# Entries provided
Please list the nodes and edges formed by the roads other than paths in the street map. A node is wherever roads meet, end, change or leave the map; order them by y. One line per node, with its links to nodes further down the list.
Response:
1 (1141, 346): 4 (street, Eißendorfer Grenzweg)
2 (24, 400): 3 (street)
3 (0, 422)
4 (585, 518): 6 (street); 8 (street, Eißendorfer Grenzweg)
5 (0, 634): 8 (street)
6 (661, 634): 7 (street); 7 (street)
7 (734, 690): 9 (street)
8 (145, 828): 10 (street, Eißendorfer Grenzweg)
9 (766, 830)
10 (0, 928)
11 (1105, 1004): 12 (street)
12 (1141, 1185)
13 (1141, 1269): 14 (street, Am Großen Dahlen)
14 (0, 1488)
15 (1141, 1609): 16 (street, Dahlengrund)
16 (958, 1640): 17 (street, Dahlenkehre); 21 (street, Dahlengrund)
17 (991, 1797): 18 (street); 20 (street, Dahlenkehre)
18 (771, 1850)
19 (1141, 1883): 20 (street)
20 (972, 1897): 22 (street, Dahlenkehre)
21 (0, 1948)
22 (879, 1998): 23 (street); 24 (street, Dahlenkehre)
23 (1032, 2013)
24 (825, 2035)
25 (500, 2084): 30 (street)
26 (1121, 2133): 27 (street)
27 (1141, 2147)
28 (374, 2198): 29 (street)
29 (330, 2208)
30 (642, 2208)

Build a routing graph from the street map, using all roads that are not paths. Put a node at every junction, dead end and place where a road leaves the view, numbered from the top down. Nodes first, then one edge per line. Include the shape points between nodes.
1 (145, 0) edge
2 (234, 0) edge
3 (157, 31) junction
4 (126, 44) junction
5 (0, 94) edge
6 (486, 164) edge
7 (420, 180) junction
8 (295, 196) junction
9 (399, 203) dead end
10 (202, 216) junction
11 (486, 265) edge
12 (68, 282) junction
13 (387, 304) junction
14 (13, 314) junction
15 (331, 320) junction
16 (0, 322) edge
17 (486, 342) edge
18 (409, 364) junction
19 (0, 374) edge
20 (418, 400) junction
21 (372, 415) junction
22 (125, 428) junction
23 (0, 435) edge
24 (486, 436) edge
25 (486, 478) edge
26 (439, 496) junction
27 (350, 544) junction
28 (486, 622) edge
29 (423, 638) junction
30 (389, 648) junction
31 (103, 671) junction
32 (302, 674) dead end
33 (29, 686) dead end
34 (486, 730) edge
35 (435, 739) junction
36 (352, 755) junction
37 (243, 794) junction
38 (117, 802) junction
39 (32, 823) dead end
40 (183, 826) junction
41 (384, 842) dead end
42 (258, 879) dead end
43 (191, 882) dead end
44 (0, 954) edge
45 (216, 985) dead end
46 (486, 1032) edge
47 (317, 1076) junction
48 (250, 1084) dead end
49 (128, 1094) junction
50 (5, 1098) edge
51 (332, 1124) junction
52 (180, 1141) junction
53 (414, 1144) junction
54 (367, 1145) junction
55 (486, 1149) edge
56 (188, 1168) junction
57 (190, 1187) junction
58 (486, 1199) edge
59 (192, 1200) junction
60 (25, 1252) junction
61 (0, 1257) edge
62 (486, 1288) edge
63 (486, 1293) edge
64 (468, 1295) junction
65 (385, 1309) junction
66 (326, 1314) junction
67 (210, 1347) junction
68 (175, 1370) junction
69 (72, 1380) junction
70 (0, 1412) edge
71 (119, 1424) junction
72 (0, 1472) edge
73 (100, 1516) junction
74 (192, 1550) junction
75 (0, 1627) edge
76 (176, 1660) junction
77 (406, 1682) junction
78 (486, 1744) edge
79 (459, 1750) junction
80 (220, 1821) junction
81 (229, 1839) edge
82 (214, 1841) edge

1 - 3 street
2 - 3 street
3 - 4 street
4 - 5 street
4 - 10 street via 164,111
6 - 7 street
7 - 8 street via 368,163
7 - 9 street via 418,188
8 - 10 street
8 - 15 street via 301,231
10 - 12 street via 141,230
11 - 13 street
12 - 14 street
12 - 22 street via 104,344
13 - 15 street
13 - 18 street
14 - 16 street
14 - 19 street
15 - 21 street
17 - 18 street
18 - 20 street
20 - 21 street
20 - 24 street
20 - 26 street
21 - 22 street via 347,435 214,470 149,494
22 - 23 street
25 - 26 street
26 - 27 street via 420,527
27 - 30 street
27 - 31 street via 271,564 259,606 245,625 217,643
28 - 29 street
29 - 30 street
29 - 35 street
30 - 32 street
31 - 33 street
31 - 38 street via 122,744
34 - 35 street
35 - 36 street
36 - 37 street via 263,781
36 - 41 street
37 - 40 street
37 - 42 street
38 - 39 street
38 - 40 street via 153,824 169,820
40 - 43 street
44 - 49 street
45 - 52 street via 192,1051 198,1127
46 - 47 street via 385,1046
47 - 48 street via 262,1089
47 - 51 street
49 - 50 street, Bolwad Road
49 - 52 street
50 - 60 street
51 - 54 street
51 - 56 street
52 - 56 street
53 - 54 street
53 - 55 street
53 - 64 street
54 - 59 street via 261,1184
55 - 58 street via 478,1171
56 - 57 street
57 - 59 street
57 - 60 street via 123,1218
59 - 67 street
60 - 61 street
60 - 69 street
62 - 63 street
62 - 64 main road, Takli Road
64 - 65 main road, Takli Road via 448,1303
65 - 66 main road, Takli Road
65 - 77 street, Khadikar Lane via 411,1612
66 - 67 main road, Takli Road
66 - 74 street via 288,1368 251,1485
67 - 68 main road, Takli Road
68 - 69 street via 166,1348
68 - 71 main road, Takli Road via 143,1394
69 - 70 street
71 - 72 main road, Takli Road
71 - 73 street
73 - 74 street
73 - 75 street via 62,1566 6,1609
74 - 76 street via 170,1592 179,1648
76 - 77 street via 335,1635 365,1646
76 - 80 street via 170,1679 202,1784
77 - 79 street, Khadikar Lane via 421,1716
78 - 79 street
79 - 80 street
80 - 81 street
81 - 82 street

# What to produce
Here, the records must be output exactly and in full.

# Response below
Please list the nodes and edges formed by the roads other than paths in the street map. A node is wherever roads meet, end, change or leave the map; order them by y. One line per node, with its links to nodes further down the list.
Response:
1 (1141, 346): 4 (street, Eißendorfer Grenzweg)
2 (24, 400): 3 (street)
3 (0, 422)
4 (585, 518): 6 (street); 8 (street, Eißendorfer Grenzweg)
5 (0, 634): 8 (street)
6 (661, 634): 7 (street); 7 (street)
7 (734, 690): 9 (street)
8 (145, 828): 10 (street, Eißendorfer Grenzweg)
9 (766, 830)
10 (0, 928)
11 (1105, 1004): 12 (street)
12 (1141, 1185)
13 (1141, 1269): 14 (street, Am Großen Dahlen)
14 (0, 1488)
15 (1141, 1609): 16 (street, Dahlengrund)
16 (958, 1640): 17 (street, Dahlenkehre); 21 (street, Dahlengrund)
17 (991, 1797): 18 (street); 20 (street, Dahlenkehre)
18 (771, 1850)
19 (1141, 1883): 20 (street)
20 (972, 1897): 22 (street, Dahlenkehre)
21 (0, 1948)
22 (879, 1998): 23 (street); 24 (street, Dahlenkehre)
23 (1032, 2013)
24 (825, 2035)
25 (500, 2084): 30 (street)
26 (1121, 2133): 27 (street)
27 (1141, 2147)
28 (374, 2198): 29 (street)
29 (330, 2208)
30 (642, 2208)

Build a routing graph from the street map, using all roads that are not paths. Put a node at every junction, dead end and place where a road leaves the view, numbered from the top down. Nodes first, then one edge per line. Include the shape points between nodes.
1 (145, 0) edge
2 (234, 0) edge
3 (157, 31) junction
4 (126, 44) junction
5 (0, 94) edge
6 (486, 164) edge
7 (420, 180) junction
8 (295, 196) junction
9 (399, 203) dead end
10 (202, 216) junction
11 (486, 265) edge
12 (68, 282) junction
13 (387, 304) junction
14 (13, 314) junction
15 (331, 320) junction
16 (0, 322) edge
17 (486, 342) edge
18 (409, 364) junction
19 (0, 374) edge
20 (418, 400) junction
21 (372, 415) junction
22 (125, 428) junction
23 (0, 435) edge
24 (486, 436) edge
25 (486, 478) edge
26 (439, 496) junction
27 (350, 544) junction
28 (486, 622) edge
29 (423, 638) junction
30 (389, 648) junction
31 (103, 671) junction
32 (302, 674) dead end
33 (29, 686) dead end
34 (486, 730) edge
35 (435, 739) junction
36 (352, 755) junction
37 (243, 794) junction
38 (117, 802) junction
39 (32, 823) dead end
40 (183, 826) junction
41 (384, 842) dead end
42 (258, 879) dead end
43 (191, 882) dead end
44 (0, 954) edge
45 (216, 985) dead end
46 (486, 1032) edge
47 (317, 1076) junction
48 (250, 1084) dead end
49 (128, 1094) junction
50 (5, 1098) edge
51 (332, 1124) junction
52 (180, 1141) junction
53 (414, 1144) junction
54 (367, 1145) junction
55 (486, 1149) edge
56 (188, 1168) junction
57 (190, 1187) junction
58 (486, 1199) edge
59 (192, 1200) junction
60 (25, 1252) junction
61 (0, 1257) edge
62 (486, 1288) edge
63 (486, 1293) edge
64 (468, 1295) junction
65 (385, 1309) junction
66 (326, 1314) junction
67 (210, 1347) junction
68 (175, 1370) junction
69 (72, 1380) junction
70 (0, 1412) edge
71 (119, 1424) junction
72 (0, 1472) edge
73 (100, 1516) junction
74 (192, 1550) junction
75 (0, 1627) edge
76 (176, 1660) junction
77 (406, 1682) junction
78 (486, 1744) edge
79 (459, 1750) junction
80 (220, 1821) junction
81 (229, 1839) edge
82 (214, 1841) edge

1 - 3 street
2 - 3 street
3 - 4 street
4 - 5 street
4 - 10 street via 164,111
6 - 7 street
7 - 8 street via 368,163
7 - 9 street via 418,188
8 - 10 street
8 - 15 street via 301,231
10 - 12 street via 141,230
11 - 13 street
12 - 14 street
12 - 22 street via 104,344
13 - 15 street
13 - 18 street
14 - 16 street
14 - 19 street
15 - 21 street
17 - 18 street
18 - 20 street
20 - 21 street
20 - 24 street
20 - 26 street
21 - 22 street via 347,435 214,470 149,494
22 - 23 street
25 - 26 street
26 - 27 street via 420,527
27 - 30 street
27 - 31 street via 271,564 259,606 245,625 217,643
28 - 29 street
29 - 30 street
29 - 35 street
30 - 32 street
31 - 33 street
31 - 38 street via 122,744
34 - 35 street
35 - 36 street
36 - 37 street via 263,781
36 - 41 street
37 - 40 street
37 - 42 street
38 - 39 street
38 - 40 street via 153,824 169,820
40 - 43 street
44 - 49 street
45 - 52 street via 192,1051 198,1127
46 - 47 street via 385,1046
47 - 48 street via 262,1089
47 - 51 street
49 - 50 street, Bolwad Road
49 - 52 street
50 - 60 street
51 - 54 street
51 - 56 street
52 - 56 street
53 - 54 street
53 - 55 street
53 - 64 street
54 - 59 street via 261,1184
55 - 58 street via 478,1171
56 - 57 street
57 - 59 street
57 - 60 street via 123,1218
59 - 67 street
60 - 61 street
60 - 69 street
62 - 63 street
62 - 64 main road, Takli Road
64 - 65 main road, Takli Road via 448,1303
65 - 66 main road, Takli Road
65 - 77 street, Khadikar Lane via 411,1612
66 - 67 main road, Takli Road
66 - 74 street via 288,1368 251,1485
67 - 68 main road, Takli Road
68 - 69 street via 166,1348
68 - 71 main road, Takli Road via 143,1394
69 - 70 street
71 - 72 main road, Takli Road
71 - 73 street
73 - 74 street
73 - 75 street via 62,1566 6,1609
74 - 76 street via 170,1592 179,1648
76 - 77 street via 335,1635 365,1646
76 - 80 street via 170,1679 202,1784
77 - 79 street, Khadikar Lane via 421,1716
78 - 79 street
79 - 80 street
80 - 81 street
81 - 82 street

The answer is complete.